THIEVES have taken over parts of Kaduna, Katsina and Zamfara States.
The police and governments of those States have conceded that part of the country to marauders and they have no shame in confessing there is no solution to a situation that shows that plays up the insecurity in the country.
Each time the marauders strike, they operate without let. They arrive on time, the people know them, the traditional rulers are in mortal fear of them. When they are operating they take anything they want, including food and money.
The group that comprises about 100 armed men has become a feature of Birnin Gwari whose emir Alhaji Zubairu Jibril II, ran to Kaduna for succour.

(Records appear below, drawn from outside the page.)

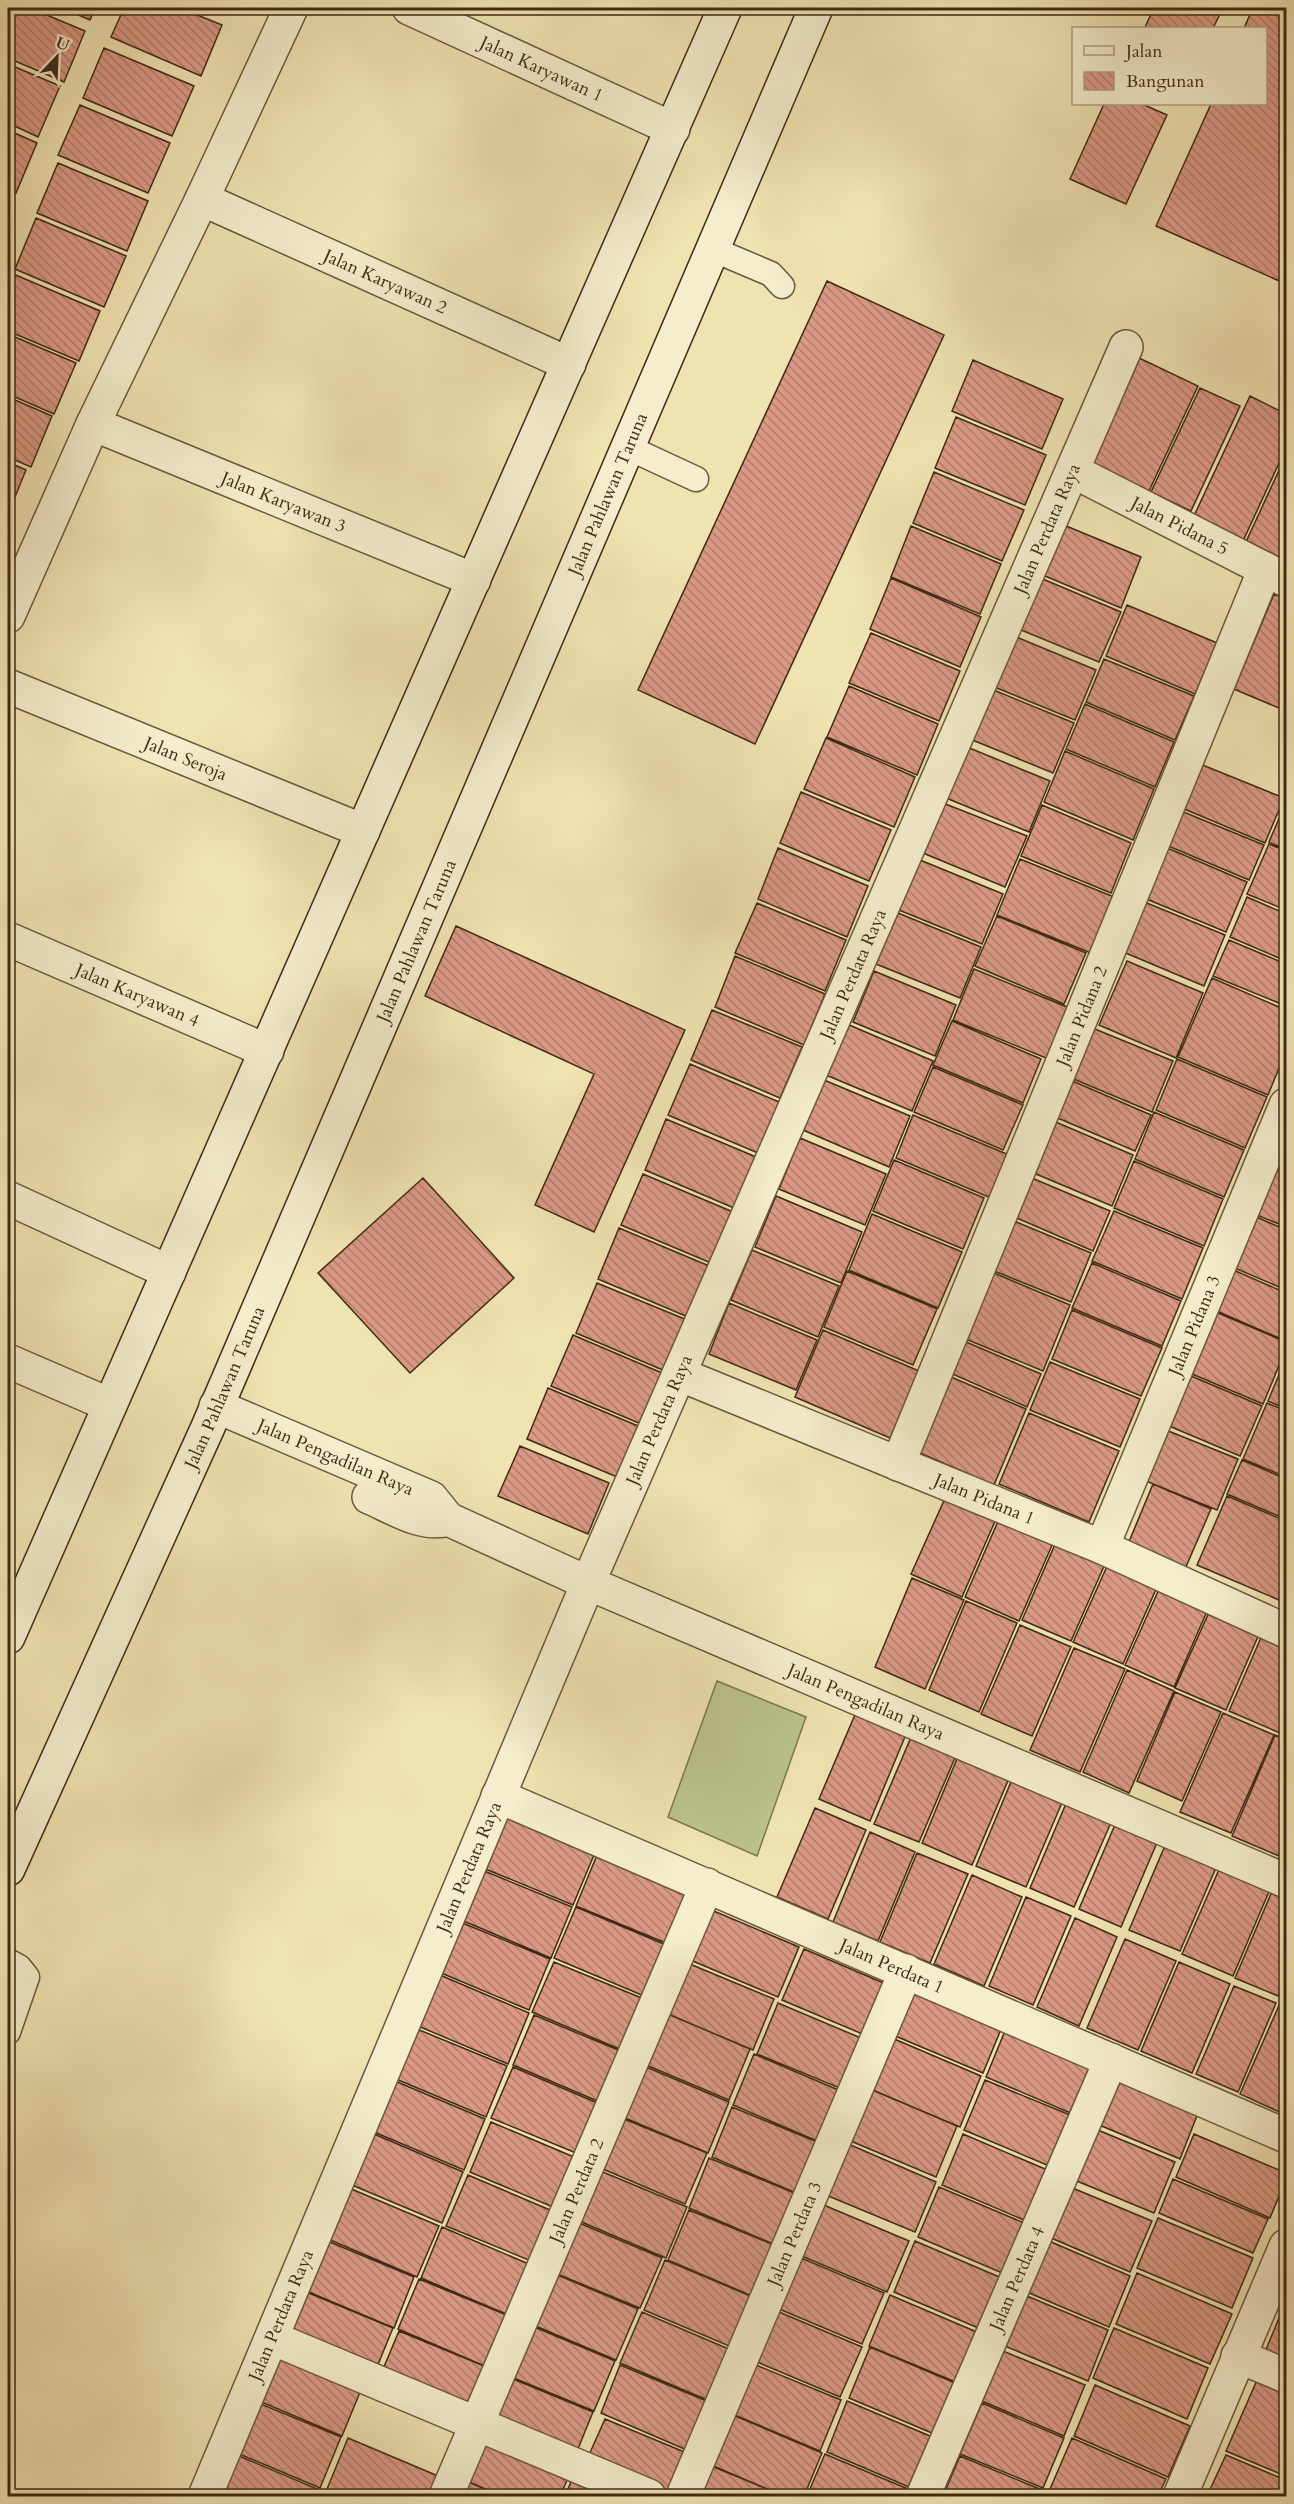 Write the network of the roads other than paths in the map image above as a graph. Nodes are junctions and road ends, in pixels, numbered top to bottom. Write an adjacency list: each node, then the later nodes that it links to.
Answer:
1 (291, 8): 6 (street)
2 (409, 8): 5 (street, Jalan Karyawan 1)
3 (725, 8): 5 (street)
4 (816, 8): 7 (street, Jalan Pahlawan Taruna)
5 (673, 129): 10 (street)
6 (202, 199): 10 (street, Jalan Karyawan 2); 11 (street)
7 (712, 249): 8 (lane); 12 (street, Jalan Pahlawan Taruna)
8 (782, 286)
9 (1126, 347): 13 (street, Jalan Perdata Raya)
10 (569, 364): 16 (street)
11 (93, 424): 16 (street, Jalan Karyawan 3); 17 (street)
12 (627, 447): 14 (lane); 28 (street, Jalan Pahlawan Taruna)
13 (1072, 471): 15 (street, Jalan Pidana 5); 26 (street, Jalan Perdata Raya)
14 (696, 479)
15 (1276, 574): 29 (street, Jalan Pidana 2)
16 (474, 580): 19 (street)
17 (8, 616)
18 (8, 686): 19 (street, Jalan Seroja)
19 (363, 831): 21 (street)
20 (8, 939): 21 (street, Jalan Karyawan 4)
21 (267, 1051): 24 (street)
22 (1287, 1105): 30 (street, Jalan Pidana 3)
23 (8, 1198): 24 (street)
24 (169, 1272): 27 (street)
25 (8, 1361): 27 (street)
26 (679, 1374): 29 (street, Jalan Pidana 1); 31 (street, Jalan Perdata Raya)
27 (110, 1405): 33 (street)
28 (212, 1417): 31 (street, Jalan Pengadilan Raya); 35 (street, Jalan Pahlawan Taruna)
29 (898, 1464): 30 (street, Jalan Pidana 1)
30 (1102, 1547): 32 (street, Jalan Pidana 1)
31 (588, 1583): 34 (street, Jalan Perdata Raya); 36 (street, Jalan Pengadilan Raya)
32 (1287, 1631)
33 (8, 1637)
34 (498, 1796): 37 (street, Jalan Perdata 1); 44 (street, Jalan Perdata Raya)
35 (8, 1869)
36 (1287, 1881)
37 (707, 1885): 39 (street, Jalan Perdata 1); 47 (street, Jalan Perdata 2)
38 (8, 1961): 40 (lane)
39 (906, 1971): 41 (street, Jalan Perdata 1); 51 (street, Jalan Perdata 3)
40 (8, 2032)
41 (1111, 2060): 42 (street, Jalan Perdata 1); 52 (street, Jalan Perdata 4)
42 (1287, 2136)
43 (1287, 2246): 45 (street)
44 (272, 2338): 47 (street); 48 (street, Jalan Perdata Raya)
45 (1238, 2356): 46 (street); 53 (street)
46 (1287, 2376)
47 (477, 2425): 49 (street, Jalan Perdata 2); 50 (street)
48 (205, 2496)
49 (446, 2496)
50 (650, 2496)
51 (683, 2496)
52 (923, 2496)
53 (1180, 2496)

He got none. Policemen have been killed, their stations burnt, inmates released and ATM machines blown up.
Governor of Kaduna State, Alhaji Mukhtar Ramalan Yero, listened to the emir’s cries, “The entire Birnin Gwari Emirate has been overtaken by armed robbers.
Unless the state government takes a drastic step towards arresting the situation, it will come to a point where the villagers will be forced to abandon the community. The armed bandits have taken over our land.”
These cries of desperation would have been unnecessary if governments were fulfilling their obligations to the people. The most important of these is security. Without security, it is more challenging to tackle other areas that can improve the lives of the people.
How were the people supposed to take the reaction of the governor? “This is a serious problem indeed. But it is a responsibility of the three states that share boundaries with Birnin Gwari.
I want to assure the Emir that this administration would do everything humanly possible to assist the community. I urge you to enjoin your subjects to pray to God for a lasting solution”.
Hours after the emir laid his pleas, Birnin Gwari was raided, visited with the same venom that the marauders unleash whenever they arrive.
Would the governor blame the people of Birnin Gwari for not praying enough? When did prayers become the substitute for government’s constitutional role of providing security?
Birnin Gwari, like so many outer parts of the country where presence of security agencies is minimal, and governments’ indifference to the security of areas that do not produce core minerals on which the economy runs, makes the case for state police stronger.
If states that harbour Birnin Gwari had their own security arrangements, they would have been in a better position to deal with the matter.
Authorities in Kaduna sound like the constitution-promised welfare and security of the people as the primary purpose of government excludes the peoples of Birnin Gwari. It is bizarre.